Maybe once the drooling pathetic f’king IDIOTS have to get 7 different insurance policies to get their toenail fungus kind of looked at –
1 policy for your feet,
1 policy for fungus below the knees,
1 policy for the nurse,
1 plicy for the receptionist,
1 policy for the doctor,
1 policy for the drugs,
1 re-insurance policy to cover what the first 6 don’t (well, except for what they don’t want to do)
I’m SOOOOOOOOOO done with these stupid m’ther f’king mouth breathers who line up to call Dancing with the Lost American Surviving Idol, and don’t even know who their congress-THIEF is…
MAYBE when the dumb pieces of crap have 7 insurance policies for foot fungus, each policy with different payment schedules and co-pays and deductibles …
MAYBE then they’ll get off their asses?
Bring it on Rand! Yippee Kai-Yah!
rmm.
Sorry – but the exchanges are just the broker down the street that you already have access to
They have been in effect in Mass for several years and have nothing as to competition or cost – companies compete by doing confusion – “we cover more” without saying how little of the cost of what they do cover is actually paid by them. Then the “affordable policy” that is the minimum to satisfy the Mass mandate covers so little that many are choosing to pay the penalty tax.

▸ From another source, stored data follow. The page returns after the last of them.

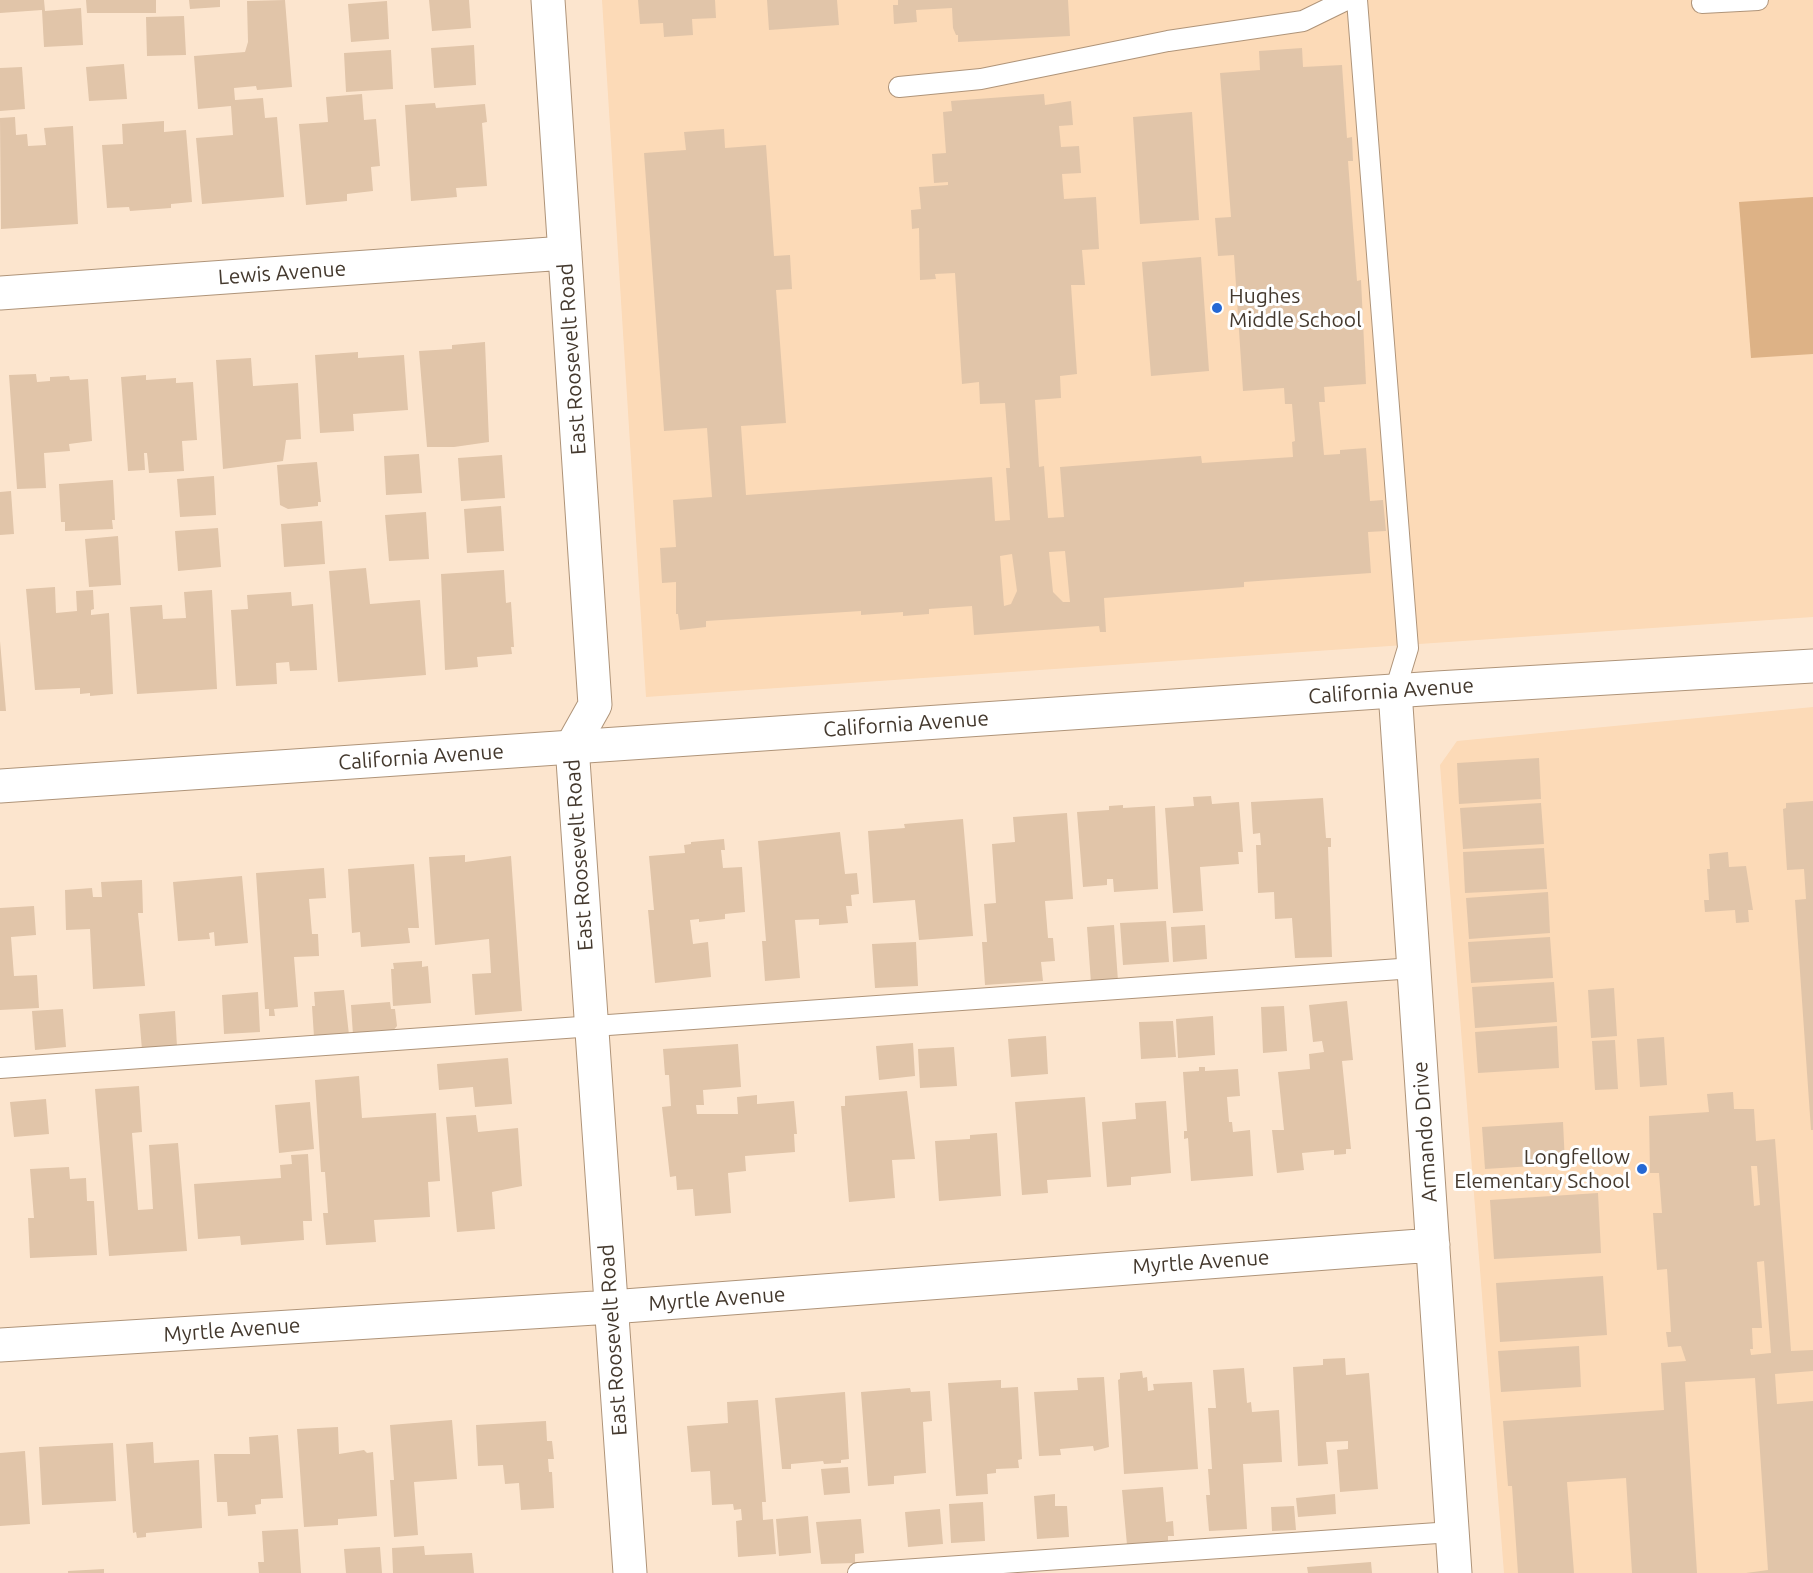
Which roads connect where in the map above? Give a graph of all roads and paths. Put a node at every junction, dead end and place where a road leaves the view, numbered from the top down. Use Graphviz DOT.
graph roads {
  1 [pos="548,0"];
  2 [pos="1346,0"];
  3 [pos="1357,0"];
  4 [pos="1758,0"];
  5 [pos="1702,3"];
  6 [pos="899,87"];
  7 [pos="565,253"];
  8 [pos="0,293"];
  9 [pos="1813,666"];
  10 [pos="1395,692"];
  11 [pos="572,746"];
  12 [pos="0,786"];
  13 [pos="1414,968"];
  14 [pos="591,1027"];
  15 [pos="0,1068"];
  16 [pos="1433,1245"];
  17 [pos="611,1307"];
  18 [pos="0,1345"];
  19 [pos="1452,1532"];
  20 [pos="630,1573"];
  21 [pos="858,1573"];
  22 [pos="1455,1573"];
  1 -- 7 [label="street, East Roosevelt Road"];
  2 -- 6 [label="lane"];
  3 -- 10 [label="lane"];
  4 -- 5 [label="lane"];
  7 -- 8 [label="street, Lewis Avenue"];
  7 -- 11 [label="street, East Roosevelt Road"];
  9 -- 10 [label="street, California Avenue"];
  10 -- 11 [label="street, California Avenue"];
  10 -- 13 [label="street, Armando Drive"];
  11 -- 12 [label="street, California Avenue"];
  11 -- 14 [label="street, East Roosevelt Road"];
  13 -- 14 [label="lane"];
  13 -- 16 [label="street, Armando Drive"];
  14 -- 15 [label="lane"];
  14 -- 17 [label="street, East Roosevelt Road"];
  16 -- 17 [label="street, Myrtle Avenue"];
  16 -- 19 [label="street, Armando Drive"];
  17 -- 18 [label="street, Myrtle Avenue"];
  17 -- 20 [label="street, East Roosevelt Road"];
  19 -- 21 [label="lane"];
  19 -- 22 [label="street, Armando Drive"];
}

The pre-existing elimination was done in the 70′s by the unions – and copied into every major group policy in the 80′s. Hard to see it in mandated individual policies as much of an achievement.
The only real possibility of change by regulation is the 80% of the premiums must be paid out as claims rule – Medicare pays out 97% – and there the accounting types in FASB are showing folks how to add to the dollars paid the sick the dollars paid the CEO – because you see the CEO is needed to get the claim paid – a cost of paying the claim which Obama is saying can be included in the regulated “loss ratio” calculation as if it was paid to the insured – so the paid out claims ration must include the 30% overhead the insurance companies run for CEO and friends in management plus the over charges paid their personal re-insurance companies plus the investment of reserves losses from funding their friends companies.
The next step will have to be a million man march on DC at this rate.
For one thing, the Obama administration did not have to exclude Single Payer healthcare from the debate. See http://www.singlepayeraction.org/blog/?p=2064.
So a program that helps less than 1% and screws the rest while making the evil insurance companies even richer is progress? Only to Democrats who are desperate for a victory. A few more victories like this and we will all be staying at home in November.
Sounds like another free market system. We can see how well that works out with monopolies in control.